Collected data:
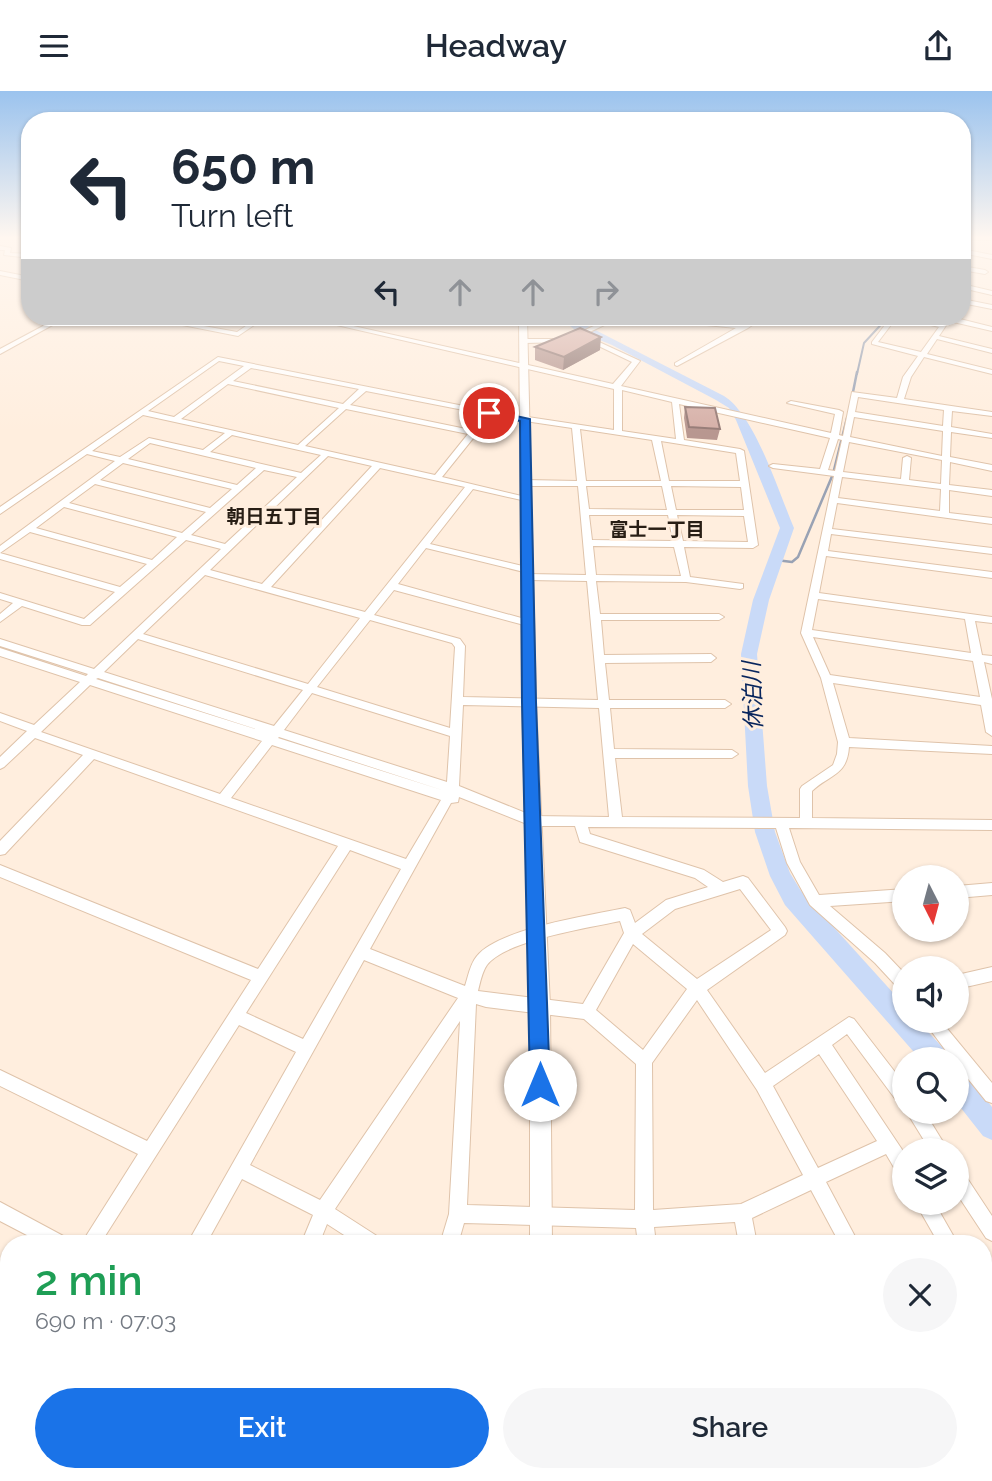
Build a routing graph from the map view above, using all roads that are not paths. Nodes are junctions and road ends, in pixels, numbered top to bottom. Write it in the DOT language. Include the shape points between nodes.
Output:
graph roads {
  1 [pos="975,302"];
  2 [pos="992,307"];
  3 [pos="971,324"];
  4 [pos="48,326"];
  5 [pos="194,326"];
  6 [pos="250,326"];
  7 [pos="345,326"];
  8 [pos="523,326"];
  9 [pos="598,326"];
  10 [pos="736,326"];
  11 [pos="887,326"];
  12 [pos="943,326"];
  13 [pos="746,327"];
  14 [pos="992,329"];
  15 [pos="585,332"];
  16 [pos="934,337"];
  17 [pos="524,341"];
  18 [pos="992,351"];
  19 [pos="0,352"];
  20 [pos="921,355"];
  21 [pos="677,364"];
  22 [pos="250,365"];
  23 [pos="525,366"];
  24 [pos="992,372"];
  25 [pos="227,382"];
  26 [pos="617,387"];
  27 [pos="365,389"];
  28 [pos="677,400"];
  29 [pos="900,401"];
  30 [pos="792,403"];
  31 [pos="342,407"];
  32 [pos="948,408"];
  33 [pos="141,412"];
  34 [pos="489,413"];
  35 [pos="852,414"];
  36 [pos="992,414"];
  37 [pos="176,419"];
  38 [pos="525,419"];
  39 [pos="576,427"];
  40 [pos="948,430"];
  41 [pos="231,432"];
  42 [pos="472,433"];
  43 [pos="618,433"];
  44 [pos="992,436"];
  45 [pos="842,437"];
  46 [pos="656,438"];
  47 [pos="680,441"];
  48 [pos="300,447"];
  49 [pos="84,451"];
  50 [pos="204,453"];
  51 [pos="327,453"];
  52 [pos="907,458"];
  53 [pos="947,459"];
  54 [pos="121,460"];
  55 [pos="378,465"];
  56 [pos="773,465"];
  57 [pos="262,467"];
  58 [pos="992,468"];
  59 [pos="824,471"];
  60 [pos="839,473"];
  61 [pos="302,476"];
  62 [pos="437,478"];
  63 [pos="92,481"];
  64 [pos="905,482"];
  65 [pos="583,483"];
  66 [pos="667,484"];
  67 [pos="743,484"];
  68 [pos="471,485"];
  69 [pos="238,488"];
  70 [pos="946,488"];
  71 [pos="526,490"];
  72 [pos="992,493"];
  73 [pos="834,500"];
  74 [pos="62,504"];
  75 [pos="0,511"];
  76 [pos="212,511"];
  77 [pos="587,512"];
  78 [pos="671,513"];
  79 [pos="750,513"];
  80 [pos="944,515"];
  81 [pos="992,521"];
  82 [pos="29,529"];
  83 [pos="827,531"];
  84 [pos="184,536"];
  85 [pos="590,543"];
  86 [pos="679,544"];
  87 [pos="424,545"];
  88 [pos="228,548"];
  89 [pos="0,550"];
  90 [pos="992,551"];
  91 [pos="823,553"];
  92 [pos="0,556"];
  93 [pos="153,563"];
  94 [pos="203,571"];
  95 [pos="528,574"];
  96 [pos="992,575"];
  97 [pos="591,578"];
  98 [pos="686,579"];
  99 [pos="392,586"];
  100 [pos="740,586"];
  101 [pos="264,587"];
  102 [pos="122,591"];
  103 [pos="0,596"];
  104 [pos="814,596"];
  105 [pos="20,602"];
  106 [pos="968,616"];
  107 [pos="367,617"];
  108 [pos="595,617"];
  109 [pos="719,617"];
  110 [pos="0,618"];
  111 [pos="992,620"];
  112 [pos="528,623"];
  113 [pos="806,633"];
  114 [pos="136,635"];
  115 [pos="0,642"];
  116 [pos="0,652"];
  117 [pos="976,657"];
  118 [pos="711,658"];
  119 [pos="600,659"];
  120 [pos="992,660"];
  121 [pos="92,677"];
  122 [pos="825,678"];
  123 [pos="310,688"];
  124 [pos="457,701"];
  125 [pos="529,702"];
  126 [pos="989,703"];
  127 [pos="604,704"];
  128 [pos="725,704"];
  129 [pos="0,717"];
  130 [pos="32,731"];
  131 [pos="992,731"];
  132 [pos="454,733"];
  133 [pos="273,736"];
  134 [pos="844,742"];
  135 [pos="992,750"];
  136 [pos="609,753"];
  137 [pos="732,754"];
  138 [pos="91,755"];
  139 [pos="0,764"];
  140 [pos="451,794"];
  141 [pos="222,800"];
  142 [pos="532,821"];
  143 [pos="580,821"];
  144 [pos="616,821"];
  145 [pos="778,822"];
  146 [pos="806,822"];
  147 [pos="992,825"];
  148 [pos="346,845"];
  149 [pos="0,850"];
  150 [pos="409,866"];
  151 [pos="0,871"];
  152 [pos="722,889"];
  153 [pos="992,889"];
  154 [pos="970,890"];
  155 [pos="892,896"];
  156 [pos="815,901"];
  157 [pos="537,934"];
  158 [pos="631,934"];
  159 [pos="363,953"];
  160 [pos="892,971"];
  161 [pos="992,974"];
  162 [pos="261,977"];
  163 [pos="969,979"];
  164 [pos="697,988"];
  165 [pos="469,996"];
  166 [pos="540,1006"];
  167 [pos="587,1011"];
  168 [pos="236,1016"];
  169 [pos="941,1033"];
  170 [pos="821,1043"];
  171 [pos="307,1049"];
  172 [pos="644,1061"];
  173 [pos="0,1078"];
  174 [pos="892,1081"];
  175 [pos="763,1084"];
  176 [pos="990,1090"];
  177 [pos="889,1144"];
  178 [pos="892,1149"];
  179 [pos="150,1151"];
  180 [pos="240,1169"];
  181 [pos="815,1178"];
  182 [pos="969,1200"];
  183 [pos="0,1211"];
  184 [pos="323,1212"];
  185 [pos="742,1213"];
  186 [pos="458,1214"];
  187 [pos="935,1215"];
  188 [pos="541,1216"];
  189 [pos="644,1219"];
  190 [pos="992,1232"];
  191 [pos="44,1235"];
  192 [pos="96,1235"];
  193 [pos="201,1235"];
  194 [pos="314,1235"];
  195 [pos="360,1235"];
  196 [pos="452,1235"];
  197 [pos="541,1235"];
  198 [pos="646,1235"];
  199 [pos="746,1235"];
  200 [pos="845,1235"];
  201 [pos="945,1235"];
  1 -- 2 [label="street"];
  3 -- 14 [label="street"];
  4 -- 19 [label="street"];
  5 -- 6 [label="street" via="238,334"];
  7 -- 23 [label="street"];
  8 -- 17 [label="main road"];
  9 -- 15 [label="street"];
  10 -- 13 [label="street"];
  11 -- 20 [label="street" via="874,343"];
  12 -- 16 [label="street"];
  13 -- 21 [label="street"];
  15 -- 17 [label="street" via="563,342"];
  15 -- 26 [label="street" via="636,361"];
  16 -- 18 [label="street"];
  16 -- 20 [label="street"];
  17 -- 23 [label="main road"];
  20 -- 24 [label="street"];
  20 -- 29 [label="street" via="907,377"];
  22 -- 25 [label="street"];
  22 -- 27 [label="street"];
  22 -- 33 [label="street" via="216,359"];
  23 -- 26 [label="street"];
  23 -- 38 [label="main road"];
  25 -- 31 [label="street"];
  25 -- 37 [label="street"];
  26 -- 28 [label="street"];
  26 -- 43 [label="street"];
  27 -- 31 [label="street"];
  27 -- 34 [label="street"];
  28 -- 45 [label="street"];
  28 -- 47 [label="street"];
  29 -- 32 [label="street"];
  29 -- 35 [label="street" via="855,394"];
  30 -- 45 [label="street" via="839,412"];
  31 -- 42 [label="street"];
  31 -- 48 [label="street"];
  32 -- 36 [label="street"];
  32 -- 40 [label="street"];
  33 -- 37 [label="street"];
  33 -- 49 [label="street"];
  34 -- 38 [label="street"];
  34 -- 42 [label="street"];
  35 -- 40 [label="street"];
  35 -- 45 [label="street"];
  37 -- 41 [label="street"];
  38 -- 39 [label="street"];
  38 -- 71 [label="main road"];
  39 -- 43 [label="street"];
  39 -- 65 [label="street"];
  40 -- 44 [label="street"];
  40 -- 53 [label="street"];
  41 -- 48 [label="street"];
  41 -- 50 [label="street"];
  42 -- 62 [label="street"];
  43 -- 46 [label="street"];
  45 -- 53 [label="street"];
  45 -- 59 [label="street"];
  45 -- 60 [label="street"];
  46 -- 47 [label="street"];
  46 -- 66 [label="street"];
  47 -- 79 [label="street" via="740,451"];
  48 -- 51 [label="street"];
  49 -- 54 [label="street"];
  49 -- 75 [label="street"];
  50 -- 54 [label="street" via="149,440"];
  50 -- 57 [label="street"];
  51 -- 55 [label="street"];
  51 -- 61 [label="street"];
  52 -- 64 [label="street"];
  53 -- 58 [label="street"];
  53 -- 70 [label="street"];
  54 -- 63 [label="street"];
  54 -- 69 [label="street"];
  55 -- 62 [label="street"];
  55 -- 101 [label="street"];
  56 -- 59 [label="street"];
  57 -- 61 [label="street"];
  57 -- 69 [label="street"];
  59 -- 60 [label="street"];
  60 -- 64 [label="street"];
  60 -- 73 [label="street"];
  61 -- 88 [label="street"];
  62 -- 68 [label="street"];
  63 -- 74 [label="street"];
  63 -- 76 [label="street"];
  64 -- 70 [label="street"];
  65 -- 66 [label="street"];
  65 -- 71 [label="street"];
  65 -- 77 [label="street"];
  66 -- 67 [label="street"];
  66 -- 78 [label="street"];
  68 -- 71 [label="street"];
  68 -- 87 [label="street"];
  69 -- 76 [label="street"];
  70 -- 72 [label="street"];
  70 -- 80 [label="street"];
  71 -- 95 [label="main road"];
  73 -- 80 [label="street"];
  73 -- 83 [label="street"];
  74 -- 82 [label="street"];
  74 -- 84 [label="street"];
  76 -- 84 [label="street"];
  77 -- 78 [label="street"];
  77 -- 85 [label="street"];
  78 -- 79 [label="street"];
  78 -- 86 [label="street"];
  79 -- 86 [label="street" via="754,545"];
  80 -- 81 [label="street"];
  82 -- 89 [label="street"];
  82 -- 93 [label="street"];
  83 -- 90 [label="street"];
  83 -- 91 [label="street"];
  84 -- 88 [label="street"];
  84 -- 93 [label="street"];
  85 -- 86 [label="street"];
  85 -- 97 [label="street"];
  86 -- 98 [label="street"];
  87 -- 95 [label="street"];
  87 -- 99 [label="street"];
  88 -- 94 [label="street"];
  91 -- 96 [label="street"];
  91 -- 104 [label="street"];
  92 -- 102 [label="street"];
  93 -- 102 [label="street"];
  94 -- 101 [label="street"];
  94 -- 114 [label="street"];
  95 -- 97 [label="street"];
  95 -- 112 [label="main road"];
  97 -- 98 [label="street"];
  97 -- 108 [label="street"];
  98 -- 100 [label="street"];
  99 -- 107 [label="street"];
  99 -- 112 [label="street"];
  101 -- 107 [label="street"];
  102 -- 105 [label="street" via="86,623"];
  103 -- 105 [label="street"];
  104 -- 106 [label="street"];
  104 -- 113 [label="street"];
  105 -- 110 [label="street"];
  106 -- 111 [label="street"];
  106 -- 117 [label="street"];
  107 -- 123 [label="street"];
  107 -- 124 [label="street" via="458,643"];
  108 -- 109 [label="street"];
  108 -- 119 [label="street"];
  112 -- 125 [label="main road"];
  113 -- 117 [label="street"];
  113 -- 122 [label="street"];
  114 -- 121 [label="street"];
  114 -- 123 [label="street"];
  115 -- 121 [label="street"];
  116 -- 121 [label="street"];
  117 -- 120 [label="street"];
  117 -- 126 [label="street"];
  118 -- 119 [label="street"];
  119 -- 127 [label="street"];
  121 -- 130 [label="street"];
  121 -- 133 [label="street"];
  122 -- 126 [label="street"];
  122 -- 134 [label="street"];
  123 -- 132 [label="street"];
  123 -- 133 [label="street"];
  124 -- 125 [label="street"];
  124 -- 132 [label="street"];
  125 -- 127 [label="street"];
  125 -- 142 [label="main road"];
  126 -- 131 [label="street"];
  127 -- 128 [label="street"];
  127 -- 136 [label="street"];
  129 -- 130 [label="street"];
  130 -- 138 [label="street"];
  130 -- 139 [label="street"];
  132 -- 140 [label="street"];
  133 -- 140 [label="street"];
  133 -- 141 [label="street"];
  134 -- 135 [label="street"];
  134 -- 146 [label="street" via="844,757 836,771 806,789"];
  136 -- 137 [label="street"];
  136 -- 144 [label="street"];
  138 -- 141 [label="street"];
  138 -- 149 [label="street"];
  140 -- 142 [label="street"];
  140 -- 150 [label="street"];
  141 -- 148 [label="street"];
  142 -- 143 [label="street"];
  142 -- 157 [label="main road"];
  143 -- 144 [label="street"];
  143 -- 152 [label="street" via="585,838 699,874"];
  144 -- 145 [label="street"];
  145 -- 146 [label="street"];
  145 -- 156 [label="street"];
  146 -- 147 [label="street"];
  148 -- 150 [label="street"];
  148 -- 162 [label="street"];
  150 -- 159 [label="street"];
  151 -- 162 [label="street"];
  152 -- 158 [label="street" via="671,904"];
  152 -- 164 [label="street" via="743,881 780,931"];
  153 -- 154 [label="street"];
  155 -- 156 [label="street"];
  156 -- 160 [label="street"];
  157 -- 158 [label="street" via="625,914"];
  157 -- 165 [label="street" via="495,949 482,960"];
  157 -- 166 [label="main road"];
  158 -- 164 [label="street"];
  158 -- 167 [label="street"];
  159 -- 165 [label="street"];
  159 -- 171 [label="street"];
  161 -- 163 [label="street"];
  162 -- 168 [label="street"];
  164 -- 172 [label="street"];
  164 -- 175 [label="street"];
  165 -- 166 [label="street"];
  165 -- 184 [label="street"];
  165 -- 186 [label="street"];
  166 -- 167 [label="street"];
  166 -- 188 [label="main road"];
  167 -- 172 [label="street"];
  168 -- 171 [label="street"];
  168 -- 179 [label="street"];
  169 -- 176 [label="street"];
  170 -- 174 [label="street" via="849,1024"];
  170 -- 175 [label="street"];
  170 -- 177 [label="street"];
  171 -- 180 [label="street"];
  172 -- 189 [label="street"];
  173 -- 179 [label="street"];
  175 -- 181 [label="street"];
  177 -- 178 [label="street"];
  177 -- 181 [label="street"];
  179 -- 192 [label="street"];
  180 -- 184 [label="street"];
  180 -- 193 [label="street"];
  181 -- 185 [label="street"];
  181 -- 200 [label="street"];
  182 -- 190 [label="street"];
  183 -- 191 [label="street"];
  184 -- 194 [label="street"];
  184 -- 195 [label="street"];
  185 -- 189 [label="street"];
  185 -- 199 [label="street"];
  186 -- 188 [label="street"];
  186 -- 196 [label="street"];
  187 -- 201 [label="street"];
  188 -- 189 [label="street"];
  188 -- 197 [label="main road"];
  189 -- 198 [label="street"];
}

_WORK ORDER_
List each line of the entries that holds the string "main".

_RESULT OF THIS EXERCISE_
  8 -- 17 [label="main road"];
  17 -- 23 [label="main road"];
  23 -- 38 [label="main road"];
  38 -- 71 [label="main road"];
  71 -- 95 [label="main road"];
  95 -- 112 [label="main road"];
  112 -- 125 [label="main road"];
  125 -- 142 [label="main road"];
  142 -- 157 [label="main road"];
  157 -- 166 [label="main road"];
  166 -- 188 [label="main road"];
  188 -- 197 [label="main road"];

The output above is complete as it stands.